On October 7, 2009, the Board of Directors approved a change of control Severance Plan (the “Severance Plan”) that affects the Board of Directors.  Pursuant to the Severance Plan, if a director resigns or is removed following a change in control, the director will be entitled to receive a cash severance payment equal to $1,200 per month served as a director, up to a maximum amount of $24,000. Prior to the Effective Time, Mr. Jimenez and Mr. Bhogal each received $24,000 pursuant to the Severance Plan. Prior to the Effective Time, Mr. Sierchio waived any and all compensation that may be owed to him in connection with a change of control.
 
Legal Fees: Legal fees expensed for the year ended December 31, 2009 and for the portion of 2010 up to the filing of this Information Statement that were paid or are due to Mr. Sierchio, who also serves as a member of the Board of Directors totaled $204,193 and $104,777.50, respectively.
 
On February 2, 2009, AquaMed issued 201,695 shares of its Series A Preferred Stock to Harborview Master Fund, L.P. in exchange for Harborview Master Fund, L.P. contributing to AquaMed (i) $2,373,754.03 of Senior Secured Convertible Promissory Notes originally issued by Aquamatrix, Inc., a Delaware corporation and AquaMed’s predecessor (“Aquamatrix”), and (ii) $205,419.32 of Bridge Notes originally issued by Aquamatrix.

On August 26, 2009, AquaMed issued 19,531 shares of its Series B Preferred Stock to Harborview Master Fund, L.P. in exchange for $249,995.80.

On May 10, 2010, AquaMed issued 19,531 shares of its Series B Preferred Stock to Harborview Value Master Fund, L.P. in exchange for $249,995.80.

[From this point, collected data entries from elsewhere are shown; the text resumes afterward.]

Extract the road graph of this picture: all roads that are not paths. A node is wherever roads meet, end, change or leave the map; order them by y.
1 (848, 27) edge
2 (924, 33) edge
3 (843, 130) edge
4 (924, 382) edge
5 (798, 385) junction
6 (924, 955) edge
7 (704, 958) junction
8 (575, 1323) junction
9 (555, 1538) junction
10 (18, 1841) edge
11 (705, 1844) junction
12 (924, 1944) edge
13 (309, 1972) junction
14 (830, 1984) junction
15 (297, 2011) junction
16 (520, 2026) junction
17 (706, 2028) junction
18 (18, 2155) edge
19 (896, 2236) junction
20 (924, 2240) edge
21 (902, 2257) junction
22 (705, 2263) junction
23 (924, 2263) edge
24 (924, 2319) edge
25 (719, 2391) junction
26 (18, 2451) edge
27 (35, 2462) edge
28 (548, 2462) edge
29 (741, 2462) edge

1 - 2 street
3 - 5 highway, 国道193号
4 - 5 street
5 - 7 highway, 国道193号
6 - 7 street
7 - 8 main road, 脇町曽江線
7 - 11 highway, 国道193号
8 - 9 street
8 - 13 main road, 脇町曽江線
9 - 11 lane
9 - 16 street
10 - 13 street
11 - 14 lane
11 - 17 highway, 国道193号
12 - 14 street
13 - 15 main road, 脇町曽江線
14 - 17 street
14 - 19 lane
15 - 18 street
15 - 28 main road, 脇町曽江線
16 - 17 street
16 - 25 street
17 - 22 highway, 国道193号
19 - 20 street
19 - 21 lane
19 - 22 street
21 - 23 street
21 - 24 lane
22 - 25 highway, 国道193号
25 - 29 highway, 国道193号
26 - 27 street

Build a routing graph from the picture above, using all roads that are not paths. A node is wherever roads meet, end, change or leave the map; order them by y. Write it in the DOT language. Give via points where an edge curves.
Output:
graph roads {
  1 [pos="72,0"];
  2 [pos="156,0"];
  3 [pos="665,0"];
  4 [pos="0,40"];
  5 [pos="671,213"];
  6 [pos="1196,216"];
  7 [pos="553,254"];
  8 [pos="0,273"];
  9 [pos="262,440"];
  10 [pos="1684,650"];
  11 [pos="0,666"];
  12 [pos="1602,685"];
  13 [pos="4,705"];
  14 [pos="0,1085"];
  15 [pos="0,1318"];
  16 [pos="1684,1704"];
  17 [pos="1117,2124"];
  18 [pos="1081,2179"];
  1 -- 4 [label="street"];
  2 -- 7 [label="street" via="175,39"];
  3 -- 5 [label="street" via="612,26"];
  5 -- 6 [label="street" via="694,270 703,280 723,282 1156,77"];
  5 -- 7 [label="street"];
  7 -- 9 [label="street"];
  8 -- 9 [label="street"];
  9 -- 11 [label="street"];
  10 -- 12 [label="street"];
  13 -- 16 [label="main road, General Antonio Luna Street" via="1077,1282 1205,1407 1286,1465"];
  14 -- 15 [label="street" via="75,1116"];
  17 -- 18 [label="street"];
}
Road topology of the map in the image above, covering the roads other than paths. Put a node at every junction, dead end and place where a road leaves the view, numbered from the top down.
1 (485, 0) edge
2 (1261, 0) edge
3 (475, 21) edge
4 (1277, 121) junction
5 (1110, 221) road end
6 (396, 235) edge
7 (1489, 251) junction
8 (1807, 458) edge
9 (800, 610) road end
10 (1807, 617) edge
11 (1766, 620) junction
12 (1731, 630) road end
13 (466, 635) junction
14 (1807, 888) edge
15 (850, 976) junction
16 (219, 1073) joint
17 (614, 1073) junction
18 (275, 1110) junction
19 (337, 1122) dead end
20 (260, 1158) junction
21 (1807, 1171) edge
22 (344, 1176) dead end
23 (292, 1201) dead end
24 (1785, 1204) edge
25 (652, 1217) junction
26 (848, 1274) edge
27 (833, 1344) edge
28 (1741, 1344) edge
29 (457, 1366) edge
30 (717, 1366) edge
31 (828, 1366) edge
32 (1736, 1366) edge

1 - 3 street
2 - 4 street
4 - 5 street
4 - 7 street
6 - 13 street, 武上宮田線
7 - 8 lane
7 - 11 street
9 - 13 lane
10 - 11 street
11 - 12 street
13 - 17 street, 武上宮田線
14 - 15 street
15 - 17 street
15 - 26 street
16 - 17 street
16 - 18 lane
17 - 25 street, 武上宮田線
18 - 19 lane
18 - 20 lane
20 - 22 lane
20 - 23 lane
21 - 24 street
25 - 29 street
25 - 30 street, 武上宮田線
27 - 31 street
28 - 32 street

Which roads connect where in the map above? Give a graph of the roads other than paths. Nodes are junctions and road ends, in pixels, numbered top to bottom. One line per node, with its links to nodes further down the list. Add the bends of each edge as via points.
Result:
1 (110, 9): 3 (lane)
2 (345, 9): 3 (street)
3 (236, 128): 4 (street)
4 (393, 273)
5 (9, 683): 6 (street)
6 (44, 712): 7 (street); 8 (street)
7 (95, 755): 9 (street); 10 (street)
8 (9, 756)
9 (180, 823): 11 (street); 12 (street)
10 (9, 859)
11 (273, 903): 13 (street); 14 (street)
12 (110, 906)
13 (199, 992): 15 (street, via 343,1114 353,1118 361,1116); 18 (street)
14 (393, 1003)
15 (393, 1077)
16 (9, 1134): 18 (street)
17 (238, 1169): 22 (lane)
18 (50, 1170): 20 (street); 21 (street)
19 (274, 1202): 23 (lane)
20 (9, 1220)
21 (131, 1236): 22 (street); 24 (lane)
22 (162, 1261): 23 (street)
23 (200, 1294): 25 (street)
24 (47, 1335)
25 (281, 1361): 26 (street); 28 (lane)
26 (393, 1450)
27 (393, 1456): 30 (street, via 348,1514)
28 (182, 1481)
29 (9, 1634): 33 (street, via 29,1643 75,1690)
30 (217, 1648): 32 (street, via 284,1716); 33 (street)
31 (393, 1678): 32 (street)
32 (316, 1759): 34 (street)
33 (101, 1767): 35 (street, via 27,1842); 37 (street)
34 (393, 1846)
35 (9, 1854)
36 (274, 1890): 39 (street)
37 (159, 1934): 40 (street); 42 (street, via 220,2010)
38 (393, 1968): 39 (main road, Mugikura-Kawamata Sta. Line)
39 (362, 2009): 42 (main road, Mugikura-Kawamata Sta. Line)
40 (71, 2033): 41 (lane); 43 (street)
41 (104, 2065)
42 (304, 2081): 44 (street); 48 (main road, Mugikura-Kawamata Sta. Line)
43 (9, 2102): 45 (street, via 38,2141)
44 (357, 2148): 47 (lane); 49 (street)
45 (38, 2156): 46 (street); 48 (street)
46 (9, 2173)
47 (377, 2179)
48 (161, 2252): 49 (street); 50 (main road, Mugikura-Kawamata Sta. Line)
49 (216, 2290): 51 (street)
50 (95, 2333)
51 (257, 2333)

Each of David Stefansky and Richard Rosenblum hold a 50% interest and are the managing members of Harborview Advisors, LLC, the investment manager of Harborview Master Fund, L.P. and Harborview Value Master Fund, L.P.  Messrs. Stefansky and Rosenblum each disclaim beneficial ownership of the shares of Hepalife common stock held by Harborview Master Fund, L.P. and Harborview Value Master Fund, L.P., except to the extent of any pecuniary interest in the securities.

On May 10, 2010, AquaMed paid Harborview Capital Management, LLC, with respect to which each of David Stefansky and Richard Rosenblum hold a 50% interest and are the managing members, a one time fee of $250,000 as consideration for Harborview Capital Management, LLC’s time, efforts and services in sourcing, negotiating and structuring the Merger on behalf of AquaMed.